Dataset records:
────────────────

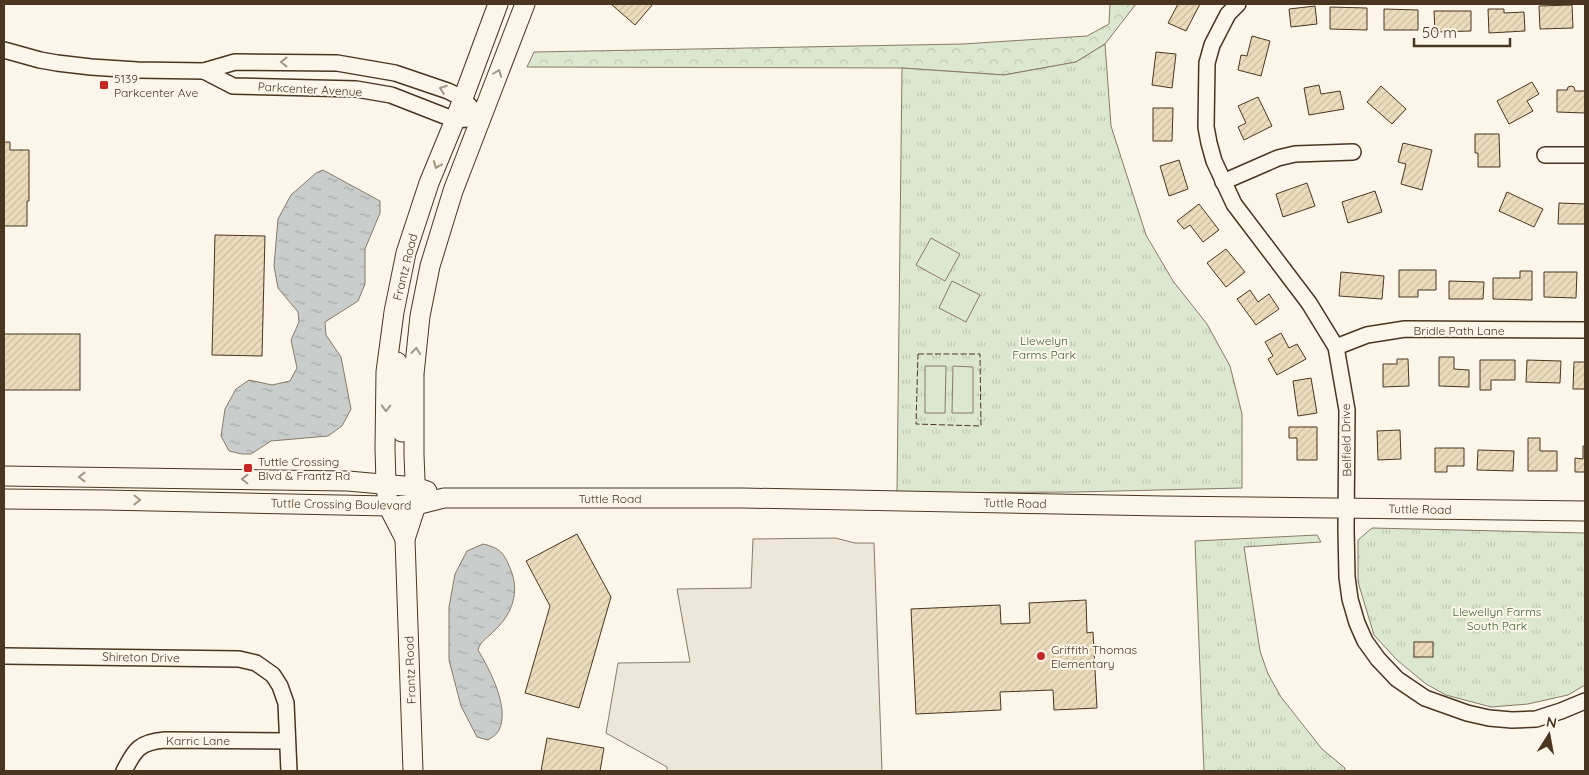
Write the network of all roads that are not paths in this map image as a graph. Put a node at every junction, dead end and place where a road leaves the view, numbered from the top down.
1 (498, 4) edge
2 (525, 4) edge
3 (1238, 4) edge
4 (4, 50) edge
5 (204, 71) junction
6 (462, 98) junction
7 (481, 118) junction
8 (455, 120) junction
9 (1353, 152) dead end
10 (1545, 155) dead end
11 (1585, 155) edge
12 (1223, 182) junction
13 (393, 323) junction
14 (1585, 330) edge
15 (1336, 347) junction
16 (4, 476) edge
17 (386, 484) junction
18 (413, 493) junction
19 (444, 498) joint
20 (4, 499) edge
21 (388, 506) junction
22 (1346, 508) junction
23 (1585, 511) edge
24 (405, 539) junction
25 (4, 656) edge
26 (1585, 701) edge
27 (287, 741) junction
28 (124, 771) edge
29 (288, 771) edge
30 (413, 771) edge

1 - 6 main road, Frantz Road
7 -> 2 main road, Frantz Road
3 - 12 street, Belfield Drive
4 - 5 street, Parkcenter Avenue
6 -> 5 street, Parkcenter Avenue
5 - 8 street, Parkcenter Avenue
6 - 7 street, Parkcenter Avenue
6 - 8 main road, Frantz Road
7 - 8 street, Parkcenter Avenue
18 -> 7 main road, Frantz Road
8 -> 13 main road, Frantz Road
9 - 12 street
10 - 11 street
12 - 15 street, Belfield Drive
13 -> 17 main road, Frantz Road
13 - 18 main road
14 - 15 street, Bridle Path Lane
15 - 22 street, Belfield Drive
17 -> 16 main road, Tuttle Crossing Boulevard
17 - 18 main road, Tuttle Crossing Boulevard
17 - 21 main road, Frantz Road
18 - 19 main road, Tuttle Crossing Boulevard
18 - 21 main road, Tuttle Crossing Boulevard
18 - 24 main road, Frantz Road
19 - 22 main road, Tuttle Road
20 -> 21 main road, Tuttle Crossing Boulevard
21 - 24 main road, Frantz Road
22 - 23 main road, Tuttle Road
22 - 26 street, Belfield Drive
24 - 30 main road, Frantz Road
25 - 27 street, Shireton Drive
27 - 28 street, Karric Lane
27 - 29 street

────────────────

* **Brief**
Your answer should be one number: how many lines in the records above include "Drive".

* **Response below**
5